Finding My Happy

I’ve spent the last three days in bed, horribly sick, and I took that time to really think about all of these things that have happened in 2016. This year has already been a handful! But, you know what, I am doing pretty damn well. I may be sick, but I feel happy; a happiness I haven’t felt in quite some time actually. I talked to my closest and dearest friends today and I was reminded of how much life can change. The ebb and flow of life can be rocky and smooth, we just need to know how to handle the situations that come to us. There are always situations that occur that we don’t know how to handle. I, of course, am guilty of this. I did, however, learn that when an upsetting situation escalates into the same rote arguments over and over, it’s just time to walk away. There is no finding a solution. There’s just anger. That frustrates me to no end, but I cannot change the outcome of a situation. Sometimes, you just have to walk away. I did so with my mother, and despite all of her tactics to guilt me into speaking with her, she just wasn’t successful in changing my mind. As someone pointed out to me last week, I am not horribly forgiving. This is 100% true, and I don’t see that changing any time soon. I have given too many chances to too many people. I finally stood up and said “no more”. I’m done letting people continually hurt me and then turn around and tell me they care. That’s okay, you can say that you care. You may even mean it. However, I’m no longer allowing your care to mean that I will continue to accept the hurtful things you’ve done and sweep them under the rug.

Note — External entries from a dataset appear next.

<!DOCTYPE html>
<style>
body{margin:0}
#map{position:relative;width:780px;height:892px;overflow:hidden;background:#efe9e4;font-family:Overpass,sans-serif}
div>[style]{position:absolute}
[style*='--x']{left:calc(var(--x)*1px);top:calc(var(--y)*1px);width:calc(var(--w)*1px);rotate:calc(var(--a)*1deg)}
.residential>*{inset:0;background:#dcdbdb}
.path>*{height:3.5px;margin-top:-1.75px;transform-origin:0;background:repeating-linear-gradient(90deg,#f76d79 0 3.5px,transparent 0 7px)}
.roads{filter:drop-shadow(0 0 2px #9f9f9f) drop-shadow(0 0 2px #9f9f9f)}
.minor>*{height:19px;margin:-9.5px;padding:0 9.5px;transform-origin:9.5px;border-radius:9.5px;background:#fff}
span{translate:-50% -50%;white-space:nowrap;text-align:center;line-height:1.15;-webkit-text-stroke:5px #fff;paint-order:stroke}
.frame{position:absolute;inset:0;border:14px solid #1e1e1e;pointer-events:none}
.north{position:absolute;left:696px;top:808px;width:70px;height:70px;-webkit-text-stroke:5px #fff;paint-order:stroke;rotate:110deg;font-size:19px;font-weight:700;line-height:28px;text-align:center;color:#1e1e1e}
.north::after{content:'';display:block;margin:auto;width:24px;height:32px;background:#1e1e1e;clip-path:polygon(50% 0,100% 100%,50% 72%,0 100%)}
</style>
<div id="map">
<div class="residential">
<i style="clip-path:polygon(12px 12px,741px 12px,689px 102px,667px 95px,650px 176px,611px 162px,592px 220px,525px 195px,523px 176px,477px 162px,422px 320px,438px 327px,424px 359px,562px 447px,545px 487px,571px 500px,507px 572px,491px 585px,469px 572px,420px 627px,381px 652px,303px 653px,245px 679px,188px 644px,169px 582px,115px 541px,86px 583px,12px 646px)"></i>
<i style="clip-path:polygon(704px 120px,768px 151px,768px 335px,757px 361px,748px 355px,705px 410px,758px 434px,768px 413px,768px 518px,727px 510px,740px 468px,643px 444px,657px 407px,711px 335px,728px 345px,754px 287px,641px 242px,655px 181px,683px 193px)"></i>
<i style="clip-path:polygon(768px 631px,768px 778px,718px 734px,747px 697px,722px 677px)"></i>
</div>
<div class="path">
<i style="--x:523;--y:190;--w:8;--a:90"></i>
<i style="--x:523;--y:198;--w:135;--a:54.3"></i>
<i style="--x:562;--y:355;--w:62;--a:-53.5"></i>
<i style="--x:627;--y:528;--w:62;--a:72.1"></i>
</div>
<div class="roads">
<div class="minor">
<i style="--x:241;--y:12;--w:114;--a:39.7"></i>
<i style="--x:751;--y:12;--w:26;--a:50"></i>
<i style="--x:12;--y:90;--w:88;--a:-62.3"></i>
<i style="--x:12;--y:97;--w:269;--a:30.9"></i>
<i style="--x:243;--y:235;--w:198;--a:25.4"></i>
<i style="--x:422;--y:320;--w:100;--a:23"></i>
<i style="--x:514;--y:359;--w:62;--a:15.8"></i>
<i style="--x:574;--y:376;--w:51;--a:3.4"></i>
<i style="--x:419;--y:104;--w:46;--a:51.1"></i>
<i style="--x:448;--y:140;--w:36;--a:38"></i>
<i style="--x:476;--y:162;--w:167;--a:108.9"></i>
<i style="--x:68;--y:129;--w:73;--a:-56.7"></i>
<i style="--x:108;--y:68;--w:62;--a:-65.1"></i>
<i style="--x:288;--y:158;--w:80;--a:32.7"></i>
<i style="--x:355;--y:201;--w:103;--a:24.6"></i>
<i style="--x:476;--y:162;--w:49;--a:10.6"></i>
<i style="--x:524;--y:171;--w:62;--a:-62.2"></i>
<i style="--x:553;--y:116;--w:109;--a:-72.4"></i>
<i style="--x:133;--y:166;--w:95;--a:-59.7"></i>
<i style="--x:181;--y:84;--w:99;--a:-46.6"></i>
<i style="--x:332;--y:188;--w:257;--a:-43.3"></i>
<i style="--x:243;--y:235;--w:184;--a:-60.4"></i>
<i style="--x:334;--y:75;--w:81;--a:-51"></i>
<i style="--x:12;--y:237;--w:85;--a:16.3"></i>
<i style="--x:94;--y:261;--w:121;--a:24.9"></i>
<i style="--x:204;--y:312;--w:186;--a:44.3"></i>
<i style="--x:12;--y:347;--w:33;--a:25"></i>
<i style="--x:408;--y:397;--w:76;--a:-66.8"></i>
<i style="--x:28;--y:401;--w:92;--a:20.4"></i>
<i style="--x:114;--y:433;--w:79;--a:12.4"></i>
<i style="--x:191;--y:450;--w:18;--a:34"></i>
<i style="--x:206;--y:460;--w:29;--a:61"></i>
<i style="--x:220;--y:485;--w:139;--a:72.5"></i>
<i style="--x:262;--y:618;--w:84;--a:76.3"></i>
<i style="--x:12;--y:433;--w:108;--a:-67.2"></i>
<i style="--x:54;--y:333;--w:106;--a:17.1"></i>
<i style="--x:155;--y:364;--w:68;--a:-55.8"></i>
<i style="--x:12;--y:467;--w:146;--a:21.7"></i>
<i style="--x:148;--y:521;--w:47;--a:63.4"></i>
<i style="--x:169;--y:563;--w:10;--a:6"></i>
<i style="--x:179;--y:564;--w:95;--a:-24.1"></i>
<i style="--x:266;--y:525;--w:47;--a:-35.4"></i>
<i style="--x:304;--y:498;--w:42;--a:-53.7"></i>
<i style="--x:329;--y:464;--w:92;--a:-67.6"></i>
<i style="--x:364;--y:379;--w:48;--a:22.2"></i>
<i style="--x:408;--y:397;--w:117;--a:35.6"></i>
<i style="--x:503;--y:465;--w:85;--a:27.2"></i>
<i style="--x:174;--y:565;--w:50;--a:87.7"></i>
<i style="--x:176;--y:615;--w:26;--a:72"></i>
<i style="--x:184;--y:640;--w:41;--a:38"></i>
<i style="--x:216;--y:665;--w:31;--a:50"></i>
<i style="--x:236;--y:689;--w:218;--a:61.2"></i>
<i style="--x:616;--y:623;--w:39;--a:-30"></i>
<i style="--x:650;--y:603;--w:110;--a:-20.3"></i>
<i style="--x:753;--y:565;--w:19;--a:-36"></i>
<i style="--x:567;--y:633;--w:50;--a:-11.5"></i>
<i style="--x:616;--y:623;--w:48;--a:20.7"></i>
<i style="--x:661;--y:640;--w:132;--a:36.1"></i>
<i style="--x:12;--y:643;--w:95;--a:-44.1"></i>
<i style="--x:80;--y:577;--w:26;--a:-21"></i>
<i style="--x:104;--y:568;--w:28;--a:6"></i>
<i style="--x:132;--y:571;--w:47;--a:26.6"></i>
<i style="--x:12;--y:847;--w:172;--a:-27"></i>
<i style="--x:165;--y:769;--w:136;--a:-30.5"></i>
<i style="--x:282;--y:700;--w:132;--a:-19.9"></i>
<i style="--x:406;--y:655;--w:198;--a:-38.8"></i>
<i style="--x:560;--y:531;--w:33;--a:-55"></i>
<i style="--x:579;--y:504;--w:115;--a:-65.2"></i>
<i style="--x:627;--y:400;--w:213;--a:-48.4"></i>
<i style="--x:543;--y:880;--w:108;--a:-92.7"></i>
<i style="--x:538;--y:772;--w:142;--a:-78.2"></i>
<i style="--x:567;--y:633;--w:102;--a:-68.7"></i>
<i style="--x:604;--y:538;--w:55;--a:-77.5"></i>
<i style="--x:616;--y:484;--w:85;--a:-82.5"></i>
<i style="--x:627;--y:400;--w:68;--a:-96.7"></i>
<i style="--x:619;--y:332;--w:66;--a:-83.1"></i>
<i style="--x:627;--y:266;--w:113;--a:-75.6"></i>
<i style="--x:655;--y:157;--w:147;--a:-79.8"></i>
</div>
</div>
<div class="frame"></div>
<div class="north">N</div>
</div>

I’ve let many people go this last year and I have walked away from a few in the last two months. I was saddened and angry, but I’ve come to terms with those decisions. There will be good and bad days. Days when I will want to pick up the phone and call those people and text them. But, I will get through those days. I will miss those people, but I will remember the hurt and pains those people have caused and I’ll understand that letting those people go was a step in a new direction. Hopefully, the right direction.

There is a sadness in every goodbye, but there is a happiness in knowing that change is coming and I feel a little happier.

I don’t know what the future holds, nor do I know if I will ever let those people back into my life again, but I do know that I can’t live with a hardened heart any longer.